WHAT IS BEING ASKED: Word for word, repeat the data; no picture should appear in the result.

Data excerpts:
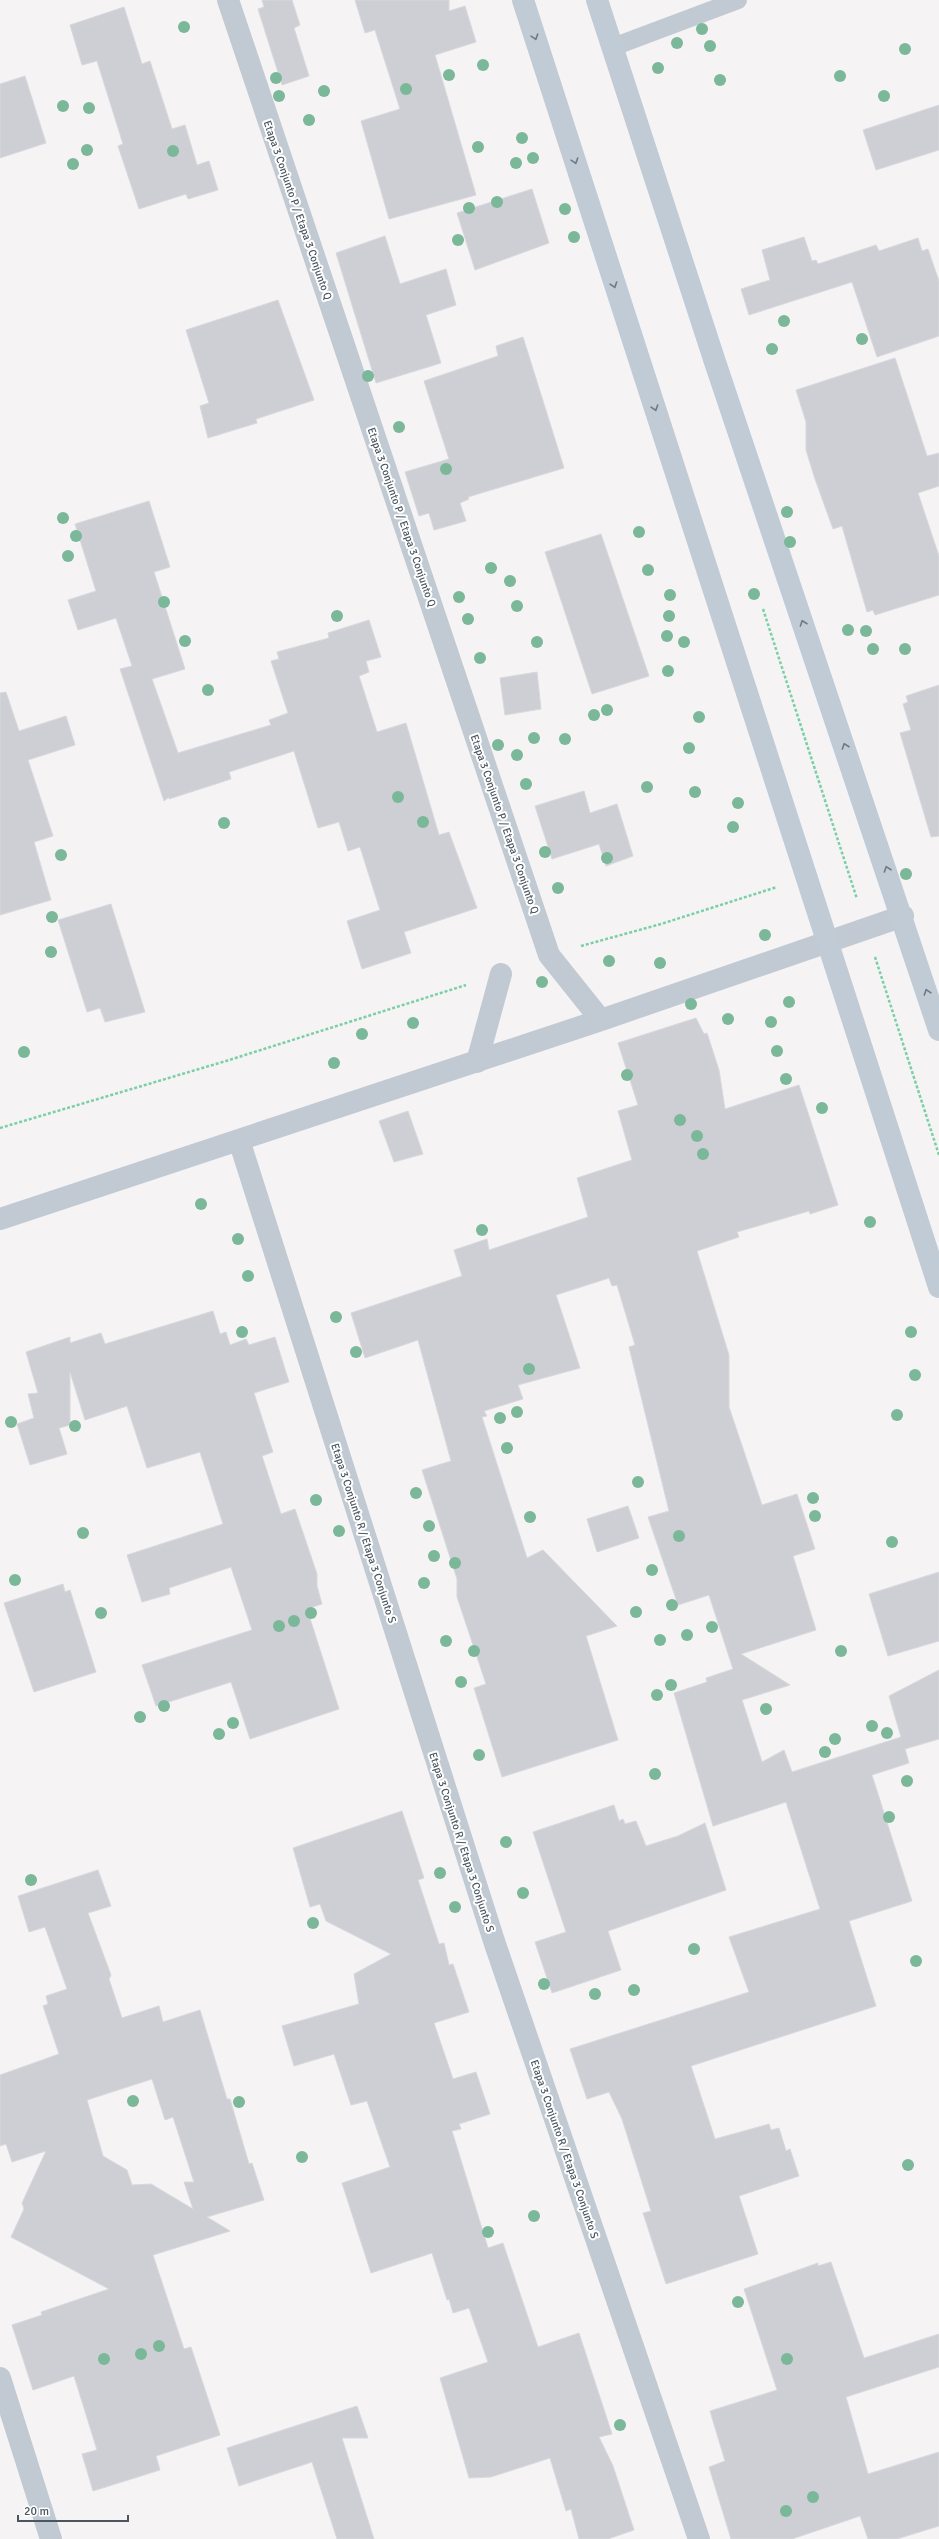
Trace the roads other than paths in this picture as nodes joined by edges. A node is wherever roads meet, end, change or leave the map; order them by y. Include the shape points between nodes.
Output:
1 (228, 0) edge
2 (523, 0) edge
3 (598, 0) edge
4 (738, 0) edge
5 (613, 47) junction
6 (903, 916) junction
7 (828, 943) junction
8 (501, 974) road end
9 (602, 1020) junction
10 (939, 1030) edge
11 (477, 1062) junction
12 (239, 1140) junction
13 (0, 1219) edge
14 (939, 1287) edge
15 (0, 2378) edge
16 (51, 2539) edge
17 (699, 2539) edge

1 - 9 street, Etapa 3 Conjunto P / Etapa 3 Conjunto Q via 549,955
2 -> 7 street
3 - 5 street
4 - 5 lane
6 -> 5 street via 717,369
6 - 7 street
10 -> 6 street
7 - 9 street
7 - 14 street
8 - 11 street
9 - 11 street
11 - 12 street
12 - 13 street
12 - 17 street, Etapa 3 Conjunto R / Etapa 3 Conjunto S via 495,1944
15 - 16 street

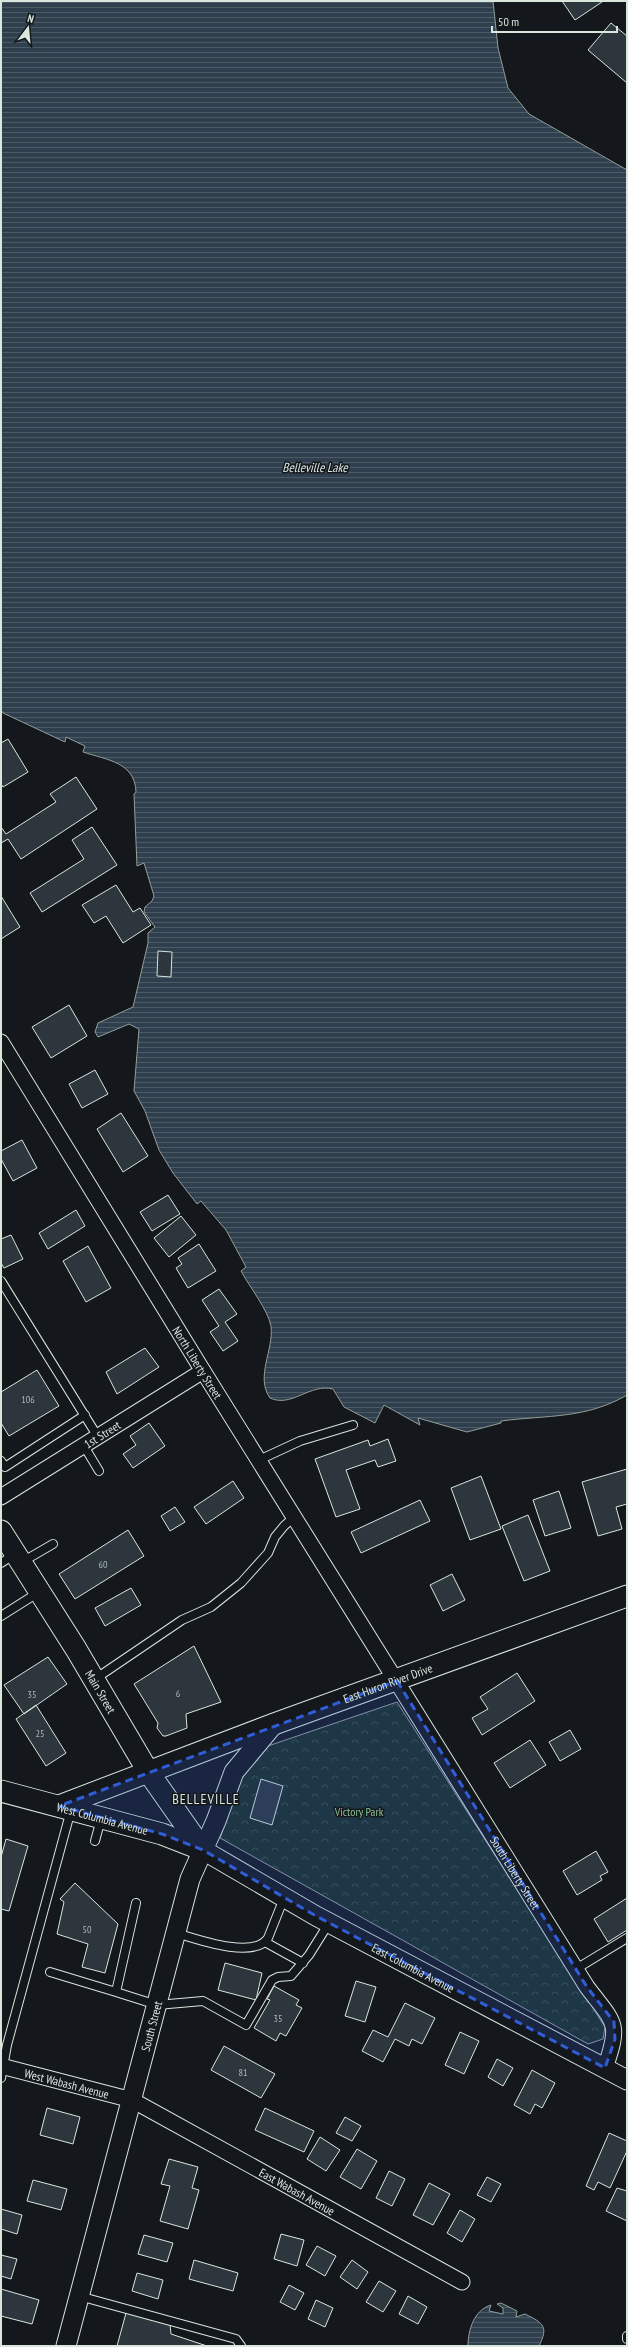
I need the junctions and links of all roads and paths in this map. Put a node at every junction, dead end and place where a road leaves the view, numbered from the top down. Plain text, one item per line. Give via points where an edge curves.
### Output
1 (2, 1044) edge
2 (1, 1281) edge
3 (203, 1371) junction
4 (85, 1415) junction
5 (353, 1425) dead end
6 (98, 1437) junction
7 (84, 1446) junction
8 (259, 1460) junction
9 (1, 1462) edge
10 (99, 1471) dead end
11 (1, 1497) edge
12 (294, 1517) junction
13 (1, 1531) edge
14 (53, 1544) dead end
15 (12, 1560) edge
16 (40, 1592) junction
17 (627, 1596) edge
18 (1, 1616) edge
19 (94, 1679) junction
20 (397, 1680) junction
21 (274, 1724) junction
22 (148, 1773) junction
23 (1, 1791) edge
24 (65, 1808) junction
25 (102, 1816) junction
26 (95, 1840) dead end
27 (203, 1850) junction
28 (284, 1898) junction
29 (136, 1904) dead end
30 (329, 1923) junction
31 (176, 1933) junction
32 (627, 1938) edge
33 (265, 1942) junction
34 (303, 1963) junction
35 (576, 1969) junction
36 (50, 1972) dead end
37 (116, 1992) junction
38 (157, 2005) junction
39 (605, 2068) junction
40 (2, 2070) edge
41 (627, 2080) edge
42 (132, 2100) junction
43 (462, 2282) dead end
44 (79, 2296) junction
45 (66, 2346) edge
46 (241, 2346) edge

1 - 3 street, North Liberty Street
2 - 4 lane
3 - 6 street, 1st Street
3 - 8 street, North Liberty Street
4 - 6 lane
4 - 9 lane via 5,1467
5 - 8 lane via 300,1441
6 - 7 street, 1st Street
7 - 10 lane
7 - 11 street, 1st Street
8 - 12 street, North Liberty Street
12 - 19 lane via 275,1537 268,1553 241,1583 211,1607 182,1620
12 - 20 street, North Liberty Street
13 - 15 main road, Main Street
14 - 15 lane
15 - 16 main road, Main Street
16 - 18 lane
16 - 19 main road, Main Street
17 - 20 main road, East Huron River Drive
19 - 22 main road, Main Street
20 - 21 main road, East Huron River Drive
20 - 35 street, South Liberty Street
21 - 22 main road, East Huron River Drive
21 - 27 street, South Street via 234,1772
22 - 24 main road, East Huron River Drive
22 - 27 main road, Main Street
23 - 24 main road, West Columbia Avenue
24 - 25 main road, West Columbia Avenue
24 - 40 lane
25 - 26 lane
25 - 27 main road, West Columbia Avenue via 162,1834
27 - 28 street, East Columbia Avenue
27 - 31 street, South Street via 190,1879
28 - 30 street, East Columbia Avenue
28 - 33 lane
29 - 37 lane
30 - 34 lane
30 - 39 street, East Columbia Avenue
31 - 33 lane via 218,1945 254,1948
31 - 38 street, South Street
32 - 35 lane
33 - 34 lane
34 - 38 lane via 291,1976 272,1980 246,2025 202,2001
35 - 39 street, South Liberty Street via 614,2022 615,2039
36 - 37 lane
37 - 38 lane
38 - 42 street, South Street
39 - 41 street, East Columbia Avenue
40 - 42 street, West Wabash Avenue
42 - 43 street, East Wabash Avenue
42 - 44 street, South Street
44 - 45 street, South Street
44 - 46 lane via 236,2339

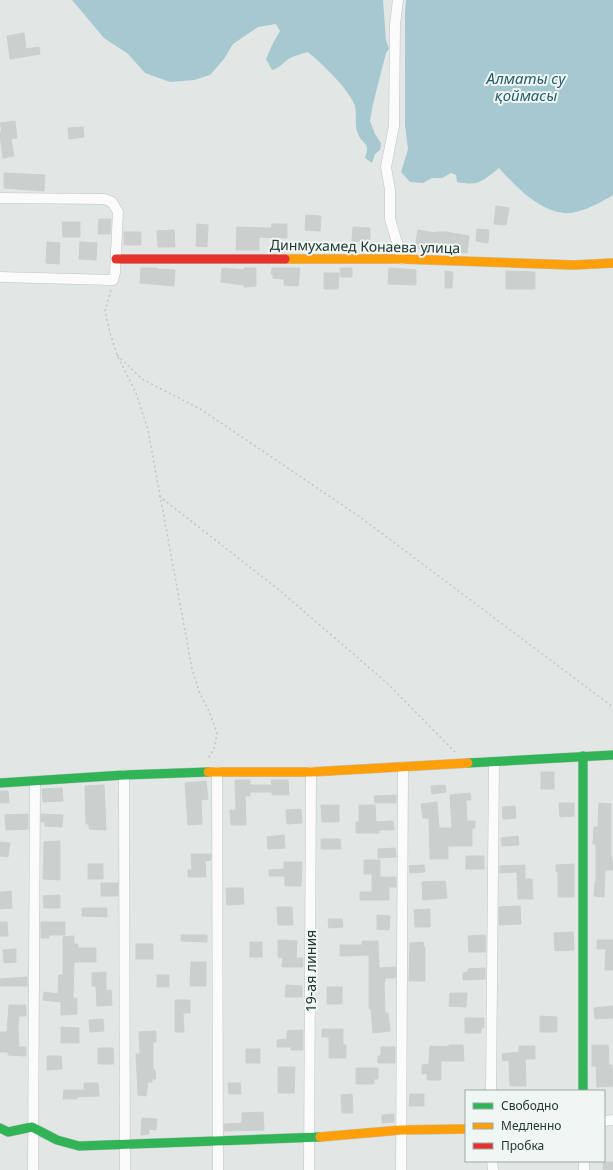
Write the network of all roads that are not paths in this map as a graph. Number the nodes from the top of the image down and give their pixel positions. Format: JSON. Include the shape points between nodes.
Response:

OUTPUT FOR THIS EXERCISE:
Trace the roads other than paths in this picture as nodes joined by edges. A node is wherever roads meet, end, change or leave the map; order them by y. Include the shape points between nodes.
Output:
1 (228, 0) edge
2 (523, 0) edge
3 (598, 0) edge
4 (738, 0) edge
5 (613, 47) junction
6 (903, 916) junction
7 (828, 943) junction
8 (501, 974) road end
9 (602, 1020) junction
10 (939, 1030) edge
11 (477, 1062) junction
12 (239, 1140) junction
13 (0, 1219) edge
14 (939, 1287) edge
15 (0, 2378) edge
16 (51, 2539) edge
17 (699, 2539) edge

1 - 9 street, Etapa 3 Conjunto P / Etapa 3 Conjunto Q via 549,955
2 -> 7 street
3 - 5 street
4 - 5 lane
6 -> 5 street via 717,369
6 - 7 street
10 -> 6 street
7 - 9 street
7 - 14 street
8 - 11 street
9 - 11 street
11 - 12 street
12 - 13 street
12 - 17 street, Etapa 3 Conjunto R / Etapa 3 Conjunto S via 495,1944
15 - 16 street

I need the junctions and links of all roads and paths in this map. Put a node at every junction, dead end and place where a road leaves the view, numbered from the top down. Plain text, one item per line. Give via points where an edge curves.
### Output
1 (2, 1044) edge
2 (1, 1281) edge
3 (203, 1371) junction
4 (85, 1415) junction
5 (353, 1425) dead end
6 (98, 1437) junction
7 (84, 1446) junction
8 (259, 1460) junction
9 (1, 1462) edge
10 (99, 1471) dead end
11 (1, 1497) edge
12 (294, 1517) junction
13 (1, 1531) edge
14 (53, 1544) dead end
15 (12, 1560) edge
16 (40, 1592) junction
17 (627, 1596) edge
18 (1, 1616) edge
19 (94, 1679) junction
20 (397, 1680) junction
21 (274, 1724) junction
22 (148, 1773) junction
23 (1, 1791) edge
24 (65, 1808) junction
25 (102, 1816) junction
26 (95, 1840) dead end
27 (203, 1850) junction
28 (284, 1898) junction
29 (136, 1904) dead end
30 (329, 1923) junction
31 (176, 1933) junction
32 (627, 1938) edge
33 (265, 1942) junction
34 (303, 1963) junction
35 (576, 1969) junction
36 (50, 1972) dead end
37 (116, 1992) junction
38 (157, 2005) junction
39 (605, 2068) junction
40 (2, 2070) edge
41 (627, 2080) edge
42 (132, 2100) junction
43 (462, 2282) dead end
44 (79, 2296) junction
45 (66, 2346) edge
46 (241, 2346) edge

1 - 3 street, North Liberty Street
2 - 4 lane
3 - 6 street, 1st Street
3 - 8 street, North Liberty Street
4 - 6 lane
4 - 9 lane via 5,1467
5 - 8 lane via 300,1441
6 - 7 street, 1st Street
7 - 10 lane
7 - 11 street, 1st Street
8 - 12 street, North Liberty Street
12 - 19 lane via 275,1537 268,1553 241,1583 211,1607 182,1620
12 - 20 street, North Liberty Street
13 - 15 main road, Main Street
14 - 15 lane
15 - 16 main road, Main Street
16 - 18 lane
16 - 19 main road, Main Street
17 - 20 main road, East Huron River Drive
19 - 22 main road, Main Street
20 - 21 main road, East Huron River Drive
20 - 35 street, South Liberty Street
21 - 22 main road, East Huron River Drive
21 - 27 street, South Street via 234,1772
22 - 24 main road, East Huron River Drive
22 - 27 main road, Main Street
23 - 24 main road, West Columbia Avenue
24 - 25 main road, West Columbia Avenue
24 - 40 lane
25 - 26 lane
25 - 27 main road, West Columbia Avenue via 162,1834
27 - 28 street, East Columbia Avenue
27 - 31 street, South Street via 190,1879
28 - 30 street, East Columbia Avenue
28 - 33 lane
29 - 37 lane
30 - 34 lane
30 - 39 street, East Columbia Avenue
31 - 33 lane via 218,1945 254,1948
31 - 38 street, South Street
32 - 35 lane
33 - 34 lane
34 - 38 lane via 291,1976 272,1980 246,2025 202,2001
35 - 39 street, South Liberty Street via 614,2022 615,2039
36 - 37 lane
37 - 38 lane
38 - 42 street, South Street
39 - 41 street, East Columbia Avenue
40 - 42 street, West Wabash Avenue
42 - 43 street, East Wabash Avenue
42 - 44 street, South Street
44 - 45 street, South Street
44 - 46 lane via 236,2339

Write the network of all roads that are not paths in this map as a graph. Number the nodes from the top of the image down and give their pixel positions. Format: JSON. Include the shape points between nodes.
Response:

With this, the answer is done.